Monday, October 22, 2007

Remembering My Dad



As I sit here today in celebration of my dad, Leroy Deckard Sr., I am celebrating his life in my heart because dad has crossed over the Jordan and into the Promised Land. I know he lives with God now, because dad accepted Jesus as his Lord and Savior and for that I’m forever grateful!! Dad lived a full and fruitful life. He was a great man of honor; a respected resident and proud US citizen. I celebrate his life because dad was a giver who loved his family so dearly. His wife and children came first then everything else afterward. Leroy Deckard Sr., better known as “Bud” was a great man, a devoted brother, a loving husband, a super father and an awesome friend. Dad always took care of home; his family never wanted for anything. He was dedicated to everything he did and never complained about much except for when it was necessary. He never judged nor had anything negative to speak about anyone [that I knew of] but always gave constructive & sound advise. He was always positive and upbeat. Not that I am implying that dad was a perfect man [only Jesus was] but he was an honest & fair man.
Dad loved to sing. Anytime Dad was feeling his best he would hum a little ditty or two while walking up and down the halls at home -- just singing and clapping his hands. (what a sight!) Mom would often shake her head and say, "uh, that's a shame" then chuckle.
My dad was a hard working man. Dad began working at the ripe age of 10 years old. He took care of his younger brother during their childhood, after both sets of parents had passed on. He worked while his younger sibling and only brother attended grade school. Dad chose to give up his childhood & primary education to ensure that his brother would complete school. As time progressed, dad's brother graduated from high school then attended barber college. Dad and his brother were able to purchase some property to build a barber shop. I believe this was the first African-American owned and operated barber shop in Dalworth [Grand Prairie TX]. It took nothing but pure love [agape love] for dad to give up their dreams and goals to see another’s dreams and goals become a reality; takes a real man with a big heart to do that.
In the early 1950’s, dad moved from Ennis to Dallas TX. Shortly afterward, he met & married mom in 1953. He was a devoted husband for nearly 55 years, until his death. Wow, what a long time to be in love with one person...and like them at the same time. As much as I remember about dad while growing up, he never missed an opportunity to show love for his wife and his children. Dad would often greeting mom with a morning kiss on the cheek after working all night.

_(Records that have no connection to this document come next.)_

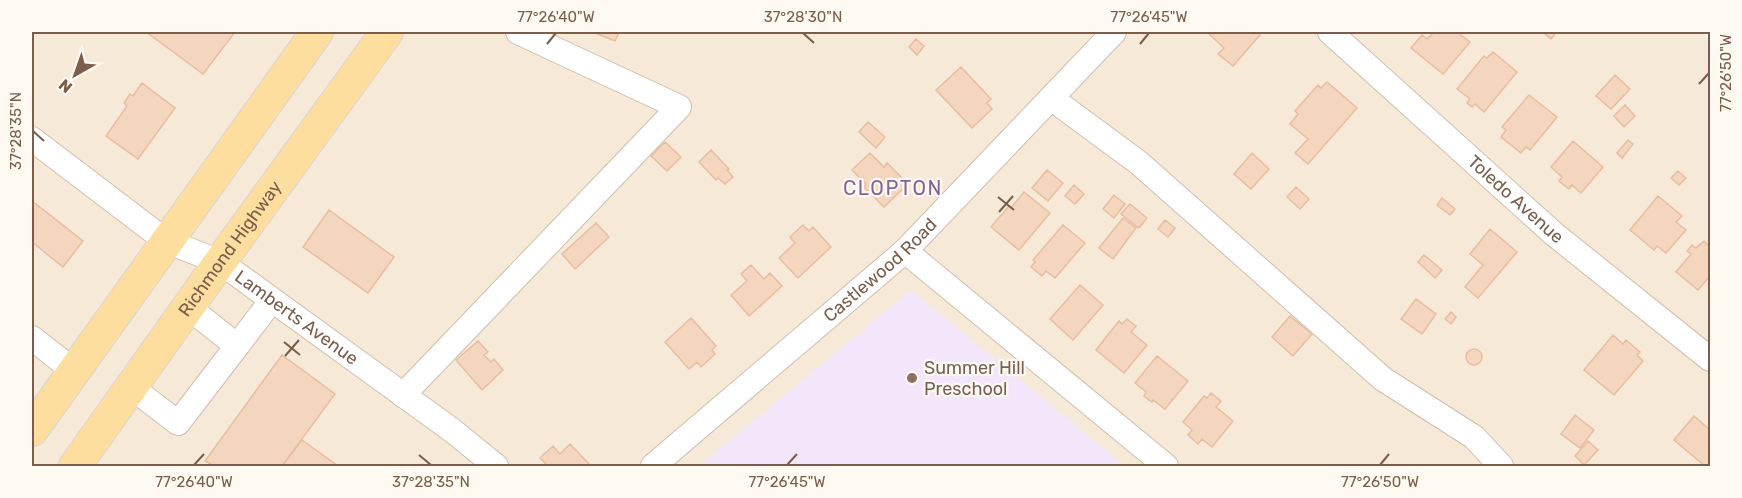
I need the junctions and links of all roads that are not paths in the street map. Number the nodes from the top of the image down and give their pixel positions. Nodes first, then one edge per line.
1 (317, 32) edge
2 (387, 32) edge
3 (518, 32) edge
4 (1114, 32) edge
5 (1330, 32) edge
6 (1051, 98) junction
7 (32, 139) edge
8 (166, 241) junction
9 (905, 251) junction
10 (220, 262) junction
11 (272, 300) junction
12 (188, 307) junction
13 (32, 338) edge
14 (237, 346) junction
15 (1710, 359) edge
16 (74, 371) junction
17 (131, 387) junction
18 (403, 395) junction
19 (32, 430) edge
20 (75, 466) edge
21 (495, 466) edge
22 (653, 466) edge
23 (1167, 466) edge
24 (1501, 466) edge

1 - 8 main road
2 - 10 main road, Richmond Highway
3 - 18 street
4 - 6 street, Castlewood Road
5 - 15 street, Toledo Avenue
6 - 9 street, Castlewood Road
6 - 24 street
7 - 8 street, Lamberts Avenue
8 - 10 street, Lamberts Avenue
8 - 16 main road
9 - 22 street, Castlewood Road
9 - 23 street
10 - 11 street, Lamberts Avenue
10 - 12 main road, Richmond Highway
11 - 14 street
11 - 18 street, Lamberts Avenue
12 - 14 street
12 - 17 main road, Richmond Highway
13 - 16 street
14 - 17 street
16 - 19 main road
17 - 20 main road, Richmond Highway
18 - 21 street, Lamberts Avenue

Dad worked the grave yard shift (6pm – 6 am). Every morning he would arrive home, eat breakfast with his family then off to bed to prepare for another day of work. As his children grew older and moved out, it was just me and my younger sibling left at home. Still, dad kept his routine -- get off work, eat breakfast then off to bed. Dad was an unselfish man. He was always thinking of others and giving more of himself than most do in a lifetime. During the early stages of grade school, my younger sibling and I were required to ride the bus to school. I really didn’t care for riding the bus because the children were too loud and some were a bit out of control. One day, I asked mom if she would drive us to school but dad stepped in and volunteered and told us "if you don’t like riding the bus to school, I’ll take you myself."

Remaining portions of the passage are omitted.